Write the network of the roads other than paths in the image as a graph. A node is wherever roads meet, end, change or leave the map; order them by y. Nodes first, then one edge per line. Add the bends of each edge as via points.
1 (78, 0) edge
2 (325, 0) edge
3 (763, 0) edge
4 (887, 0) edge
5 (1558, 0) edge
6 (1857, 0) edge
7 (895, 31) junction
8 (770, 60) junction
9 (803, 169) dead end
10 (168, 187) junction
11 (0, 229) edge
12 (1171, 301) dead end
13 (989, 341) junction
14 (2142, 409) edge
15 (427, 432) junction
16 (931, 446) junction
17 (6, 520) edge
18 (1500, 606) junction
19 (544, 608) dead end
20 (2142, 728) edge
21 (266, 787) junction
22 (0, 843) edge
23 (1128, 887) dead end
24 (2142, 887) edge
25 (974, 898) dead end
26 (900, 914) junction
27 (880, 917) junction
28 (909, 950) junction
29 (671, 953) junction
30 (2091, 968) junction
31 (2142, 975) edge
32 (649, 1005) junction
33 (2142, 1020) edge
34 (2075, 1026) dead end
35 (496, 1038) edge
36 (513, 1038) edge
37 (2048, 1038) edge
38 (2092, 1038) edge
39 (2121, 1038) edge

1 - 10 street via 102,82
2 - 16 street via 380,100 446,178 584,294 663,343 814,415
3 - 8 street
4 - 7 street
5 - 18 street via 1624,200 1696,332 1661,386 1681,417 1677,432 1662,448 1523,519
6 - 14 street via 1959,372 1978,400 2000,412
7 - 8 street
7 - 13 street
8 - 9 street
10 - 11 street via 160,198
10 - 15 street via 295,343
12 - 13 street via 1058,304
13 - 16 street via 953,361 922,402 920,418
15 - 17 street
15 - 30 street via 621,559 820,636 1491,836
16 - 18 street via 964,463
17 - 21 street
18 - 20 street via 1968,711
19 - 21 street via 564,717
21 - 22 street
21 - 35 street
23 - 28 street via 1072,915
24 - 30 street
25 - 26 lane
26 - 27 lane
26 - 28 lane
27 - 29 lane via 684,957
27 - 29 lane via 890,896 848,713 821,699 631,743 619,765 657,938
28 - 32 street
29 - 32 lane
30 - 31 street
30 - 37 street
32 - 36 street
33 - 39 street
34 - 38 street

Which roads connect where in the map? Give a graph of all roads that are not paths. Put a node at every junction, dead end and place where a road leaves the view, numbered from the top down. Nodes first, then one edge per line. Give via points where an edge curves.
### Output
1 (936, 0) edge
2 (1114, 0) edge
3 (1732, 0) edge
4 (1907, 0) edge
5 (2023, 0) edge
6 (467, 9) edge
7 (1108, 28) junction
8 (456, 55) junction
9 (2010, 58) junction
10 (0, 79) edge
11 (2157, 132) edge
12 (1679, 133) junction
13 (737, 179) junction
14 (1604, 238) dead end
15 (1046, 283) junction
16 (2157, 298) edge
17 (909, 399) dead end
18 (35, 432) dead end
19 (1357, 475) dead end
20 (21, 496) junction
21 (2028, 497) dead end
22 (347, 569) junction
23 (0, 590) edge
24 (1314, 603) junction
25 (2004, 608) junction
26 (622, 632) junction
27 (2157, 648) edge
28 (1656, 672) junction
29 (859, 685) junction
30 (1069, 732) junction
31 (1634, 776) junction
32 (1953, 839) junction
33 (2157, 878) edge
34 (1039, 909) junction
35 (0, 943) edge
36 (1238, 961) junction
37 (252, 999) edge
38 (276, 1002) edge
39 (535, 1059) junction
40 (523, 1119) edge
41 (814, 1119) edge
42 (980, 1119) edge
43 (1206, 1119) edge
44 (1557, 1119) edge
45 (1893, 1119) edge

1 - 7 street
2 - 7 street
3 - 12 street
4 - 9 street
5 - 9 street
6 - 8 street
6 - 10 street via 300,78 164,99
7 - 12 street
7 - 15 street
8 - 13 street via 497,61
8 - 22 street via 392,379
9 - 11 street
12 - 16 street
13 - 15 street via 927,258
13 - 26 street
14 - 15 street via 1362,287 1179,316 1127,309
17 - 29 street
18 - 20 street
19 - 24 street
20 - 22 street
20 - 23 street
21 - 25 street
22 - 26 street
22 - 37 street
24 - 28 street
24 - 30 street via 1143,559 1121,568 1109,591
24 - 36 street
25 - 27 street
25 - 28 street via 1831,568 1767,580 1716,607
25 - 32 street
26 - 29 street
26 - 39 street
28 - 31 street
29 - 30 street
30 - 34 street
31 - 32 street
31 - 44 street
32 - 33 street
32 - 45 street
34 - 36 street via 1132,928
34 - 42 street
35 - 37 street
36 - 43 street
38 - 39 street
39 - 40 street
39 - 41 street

☆ ☆ ☆ ☆ ☆ ☆ ☆

* **Problem details**
Reproduce each entry precisely, so that nothing differs from the original.

* **Response**
Write the network of the roads other than paths in the image as a graph. A node is wherever roads meet, end, change or leave the map; order them by y. Nodes first, then one edge per line. Add the bends of each edge as via points.
1 (78, 0) edge
2 (325, 0) edge
3 (763, 0) edge
4 (887, 0) edge
5 (1558, 0) edge
6 (1857, 0) edge
7 (895, 31) junction
8 (770, 60) junction
9 (803, 169) dead end
10 (168, 187) junction
11 (0, 229) edge
12 (1171, 301) dead end
13 (989, 341) junction
14 (2142, 409) edge
15 (427, 432) junction
16 (931, 446) junction
17 (6, 520) edge
18 (1500, 606) junction
19 (544, 608) dead end
20 (2142, 728) edge
21 (266, 787) junction
22 (0, 843) edge
23 (1128, 887) dead end
24 (2142, 887) edge
25 (974, 898) dead end
26 (900, 914) junction
27 (880, 917) junction
28 (909, 950) junction
29 (671, 953) junction
30 (2091, 968) junction
31 (2142, 975) edge
32 (649, 1005) junction
33 (2142, 1020) edge
34 (2075, 1026) dead end
35 (496, 1038) edge
36 (513, 1038) edge
37 (2048, 1038) edge
38 (2092, 1038) edge
39 (2121, 1038) edge

1 - 10 street via 102,82
2 - 16 street via 380,100 446,178 584,294 663,343 814,415
3 - 8 street
4 - 7 street
5 - 18 street via 1624,200 1696,332 1661,386 1681,417 1677,432 1662,448 1523,519
6 - 14 street via 1959,372 1978,400 2000,412
7 - 8 street
7 - 13 street
8 - 9 street
10 - 11 street via 160,198
10 - 15 street via 295,343
12 - 13 street via 1058,304
13 - 16 street via 953,361 922,402 920,418
15 - 17 street
15 - 30 street via 621,559 820,636 1491,836
16 - 18 street via 964,463
17 - 21 street
18 - 20 street via 1968,711
19 - 21 street via 564,717
21 - 22 street
21 - 35 street
23 - 28 street via 1072,915
24 - 30 street
25 - 26 lane
26 - 27 lane
26 - 28 lane
27 - 29 lane via 684,957
27 - 29 lane via 890,896 848,713 821,699 631,743 619,765 657,938
28 - 32 street
29 - 32 lane
30 - 31 street
30 - 37 street
32 - 36 street
33 - 39 street
34 - 38 street

Which roads connect where in the map? Give a graph of all roads that are not paths. Put a node at every junction, dead end and place where a road leaves the view, numbered from the top down. Nodes first, then one edge per line. Give via points where an edge curves.
### Output
1 (936, 0) edge
2 (1114, 0) edge
3 (1732, 0) edge
4 (1907, 0) edge
5 (2023, 0) edge
6 (467, 9) edge
7 (1108, 28) junction
8 (456, 55) junction
9 (2010, 58) junction
10 (0, 79) edge
11 (2157, 132) edge
12 (1679, 133) junction
13 (737, 179) junction
14 (1604, 238) dead end
15 (1046, 283) junction
16 (2157, 298) edge
17 (909, 399) dead end
18 (35, 432) dead end
19 (1357, 475) dead end
20 (21, 496) junction
21 (2028, 497) dead end
22 (347, 569) junction
23 (0, 590) edge
24 (1314, 603) junction
25 (2004, 608) junction
26 (622, 632) junction
27 (2157, 648) edge
28 (1656, 672) junction
29 (859, 685) junction
30 (1069, 732) junction
31 (1634, 776) junction
32 (1953, 839) junction
33 (2157, 878) edge
34 (1039, 909) junction
35 (0, 943) edge
36 (1238, 961) junction
37 (252, 999) edge
38 (276, 1002) edge
39 (535, 1059) junction
40 (523, 1119) edge
41 (814, 1119) edge
42 (980, 1119) edge
43 (1206, 1119) edge
44 (1557, 1119) edge
45 (1893, 1119) edge

1 - 7 street
2 - 7 street
3 - 12 street
4 - 9 street
5 - 9 street
6 - 8 street
6 - 10 street via 300,78 164,99
7 - 12 street
7 - 15 street
8 - 13 street via 497,61
8 - 22 street via 392,379
9 - 11 street
12 - 16 street
13 - 15 street via 927,258
13 - 26 street
14 - 15 street via 1362,287 1179,316 1127,309
17 - 29 street
18 - 20 street
19 - 24 street
20 - 22 street
20 - 23 street
21 - 25 street
22 - 26 street
22 - 37 street
24 - 28 street
24 - 30 street via 1143,559 1121,568 1109,591
24 - 36 street
25 - 27 street
25 - 28 street via 1831,568 1767,580 1716,607
25 - 32 street
26 - 29 street
26 - 39 street
28 - 31 street
29 - 30 street
30 - 34 street
31 - 32 street
31 - 44 street
32 - 33 street
32 - 45 street
34 - 36 street via 1132,928
34 - 42 street
35 - 37 street
36 - 43 street
38 - 39 street
39 - 40 street
39 - 41 street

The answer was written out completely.